Nicole Mari le Mercredi 28 Mai 2014 à 22:33

Le programme Italie-France Maritime 2014-2020, financé par le Fonds européen de développement régional (FEDER), est en cours d’élaboration. La Corse, la Toscane, la Ligurie et la Sardaigne, partenaires de ce programme sur la période 2007-2014, ont constitué, avec le Var et les Alpes maritimes, une Task Force pour bénéficier de cette aide, estimée à près de 169 millions €, sur les 6 prochaines années. Leurs représentants se sont réunis, mercredi en séminaire à Bastia, avec des porteurs de projets pour valider les besoins et les choix stratégiques de développement et recueillir des propositions d’action. Explications, pour Corse Net Infos, d’Emmanuelle de Gentili, présidente de l’office d’équipement hydraulique de Corse, conseillère exécutive en charge des affaires européennes et 1ère adjointe à la mairie de Bastia.



Laura Canale, directrice des affaires européennes et internationales de la Ligurie, Emmanuelle de Gentili, conseillère exécutive en charge des affaires européennes, et Stéphane Claisse, directeur adjoint du Pôle mer Méditerranée.
Laura Canale, directrice des affaires européennes et internationales de la Ligurie, Emmanuelle de Gentili, conseillère exécutive en charge des affaires européennes, et Stéphane Claisse, directeur adjoint du Pôle mer Méditerranée.

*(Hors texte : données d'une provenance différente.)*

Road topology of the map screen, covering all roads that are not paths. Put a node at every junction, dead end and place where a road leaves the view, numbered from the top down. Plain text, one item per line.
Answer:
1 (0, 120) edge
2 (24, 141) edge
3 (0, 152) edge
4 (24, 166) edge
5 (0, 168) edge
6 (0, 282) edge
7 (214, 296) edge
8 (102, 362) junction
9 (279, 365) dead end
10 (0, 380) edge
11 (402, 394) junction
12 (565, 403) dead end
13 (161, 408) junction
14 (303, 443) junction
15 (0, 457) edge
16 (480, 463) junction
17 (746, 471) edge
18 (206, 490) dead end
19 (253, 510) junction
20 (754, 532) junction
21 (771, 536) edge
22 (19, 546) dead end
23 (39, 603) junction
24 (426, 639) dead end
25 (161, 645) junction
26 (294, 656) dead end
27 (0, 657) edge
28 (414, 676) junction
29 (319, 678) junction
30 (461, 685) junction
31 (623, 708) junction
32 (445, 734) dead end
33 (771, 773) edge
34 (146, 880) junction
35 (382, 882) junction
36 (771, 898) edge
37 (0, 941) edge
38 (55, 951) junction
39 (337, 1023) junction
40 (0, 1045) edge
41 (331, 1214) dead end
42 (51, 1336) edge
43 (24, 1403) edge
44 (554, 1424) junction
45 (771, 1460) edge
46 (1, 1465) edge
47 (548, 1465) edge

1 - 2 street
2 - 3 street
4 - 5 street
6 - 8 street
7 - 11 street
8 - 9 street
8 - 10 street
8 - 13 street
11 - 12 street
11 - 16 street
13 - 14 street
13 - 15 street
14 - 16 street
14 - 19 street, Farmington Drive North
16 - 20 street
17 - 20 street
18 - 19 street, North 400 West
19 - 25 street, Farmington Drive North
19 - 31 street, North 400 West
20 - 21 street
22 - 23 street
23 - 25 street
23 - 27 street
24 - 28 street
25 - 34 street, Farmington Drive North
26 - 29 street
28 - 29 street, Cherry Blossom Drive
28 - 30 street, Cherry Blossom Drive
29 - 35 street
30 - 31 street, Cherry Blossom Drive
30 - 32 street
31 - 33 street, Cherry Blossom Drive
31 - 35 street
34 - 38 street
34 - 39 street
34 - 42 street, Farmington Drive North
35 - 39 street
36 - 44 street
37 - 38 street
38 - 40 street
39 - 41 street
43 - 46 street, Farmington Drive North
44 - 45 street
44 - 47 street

- Quel était l’objet de ce séminaire ?
- Il s’agissait d’aller dans le détail du futur programme Italie-France Maritime qui est un programme de coopération entre la Corse, la Sardaigne, la Ligurie, la Toscane, auxquelles s’ajoutent aujourd’hui le Var et les Alpes maritimes. Nous souhaitions avec les porteurs de projets et l’ensemble des représentants des régions partenaires définir plus finement les axes et les actions afin que le programme définitif corresponde aux attentes des porteurs de projets.
 
- Quels grands projets avez-vous retenus ?
- Plutôt que de projets, nous parlons d’axes qui peuvent correspondre à des attentes des territoires. Ils concernent la culture, le patrimoine, les ressources naturelles, la préservation de l’environnement, les risques majeurs, le changement climatique et, bien entendu, la compétitivité et l’emploi qui sont des axes majeurs de l’Union européenne. Ceux-ci peuvent se traduire par l’innovation dans tous les domaines : innovation sociale, dans la gouvernance…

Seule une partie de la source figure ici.